It's typical of Do Something! types.  What I usually do is run them into a reductio absurdum of their own position mby asking what their standards are for when the government should and should not Do Something!  For example I ask them if adults should be allowed to freely ahve sex with who they want for whatever reasons they want, including money.  Usually they say yes.  Fine, so a guy gets syphilus from a whore, gives it to his wife.  All of a sudden people should not be so free to have sex with who they want for reasons of their own.  Now sex for money must include regular drug tests of the party charging for the service, administered by the government.  For some reason the customer is never tested, can't figure that one out.

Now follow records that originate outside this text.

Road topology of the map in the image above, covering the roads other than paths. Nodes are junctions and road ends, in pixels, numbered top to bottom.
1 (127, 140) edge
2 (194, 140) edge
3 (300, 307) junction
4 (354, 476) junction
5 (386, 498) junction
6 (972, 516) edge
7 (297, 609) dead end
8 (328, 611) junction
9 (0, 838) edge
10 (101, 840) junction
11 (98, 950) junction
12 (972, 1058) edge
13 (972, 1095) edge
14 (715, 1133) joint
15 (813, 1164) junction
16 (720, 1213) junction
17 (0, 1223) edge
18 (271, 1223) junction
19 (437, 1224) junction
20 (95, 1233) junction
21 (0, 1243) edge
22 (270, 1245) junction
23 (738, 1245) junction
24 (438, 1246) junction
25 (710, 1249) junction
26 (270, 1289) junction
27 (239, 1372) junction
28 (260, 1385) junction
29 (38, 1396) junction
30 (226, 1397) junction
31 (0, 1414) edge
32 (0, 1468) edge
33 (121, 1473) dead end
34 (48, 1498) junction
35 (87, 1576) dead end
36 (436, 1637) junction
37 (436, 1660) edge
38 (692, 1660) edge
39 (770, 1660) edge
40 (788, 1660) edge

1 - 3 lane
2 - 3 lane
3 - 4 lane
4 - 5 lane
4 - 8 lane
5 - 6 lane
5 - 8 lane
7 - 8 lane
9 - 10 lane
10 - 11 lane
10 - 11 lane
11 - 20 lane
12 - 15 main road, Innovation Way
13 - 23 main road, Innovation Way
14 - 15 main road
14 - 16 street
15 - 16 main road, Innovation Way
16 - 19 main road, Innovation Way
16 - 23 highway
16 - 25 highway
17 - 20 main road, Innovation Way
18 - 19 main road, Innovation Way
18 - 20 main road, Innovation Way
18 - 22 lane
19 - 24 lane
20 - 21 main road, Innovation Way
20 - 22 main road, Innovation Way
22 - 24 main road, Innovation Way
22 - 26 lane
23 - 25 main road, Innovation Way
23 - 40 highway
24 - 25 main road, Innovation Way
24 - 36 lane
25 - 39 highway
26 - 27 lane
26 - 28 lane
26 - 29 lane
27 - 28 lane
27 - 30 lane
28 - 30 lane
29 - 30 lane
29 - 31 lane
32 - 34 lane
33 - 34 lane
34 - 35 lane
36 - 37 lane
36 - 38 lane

I any event it all ends up boiling down to people wanting the government to Do Something! about damn near everything, because there's always some case you can pose where this or that regulation could have possibly made a positive difference.  Since most people don't want the government in every part of their/our lives but there's also always a justification in the end to Do Something!, this usually causes some soul searching on their part.  If they make it this far with me, which most don't, I then draw the distinction of them or I Doing Something! vs the government Doing Something!, and try to show the differences between explicit and implicit cooperation.  This last is the key, a lot of people don't seem to get that the market is cooperative, just implicitly instead of explicitly.  If they can grasp the difference, which sadly most don't, then it's usually at least conceivable to them that inaction on the part of the government doesn't always mean inaction period, and you can then demonstrate the benefits of voluntary action vs coerced.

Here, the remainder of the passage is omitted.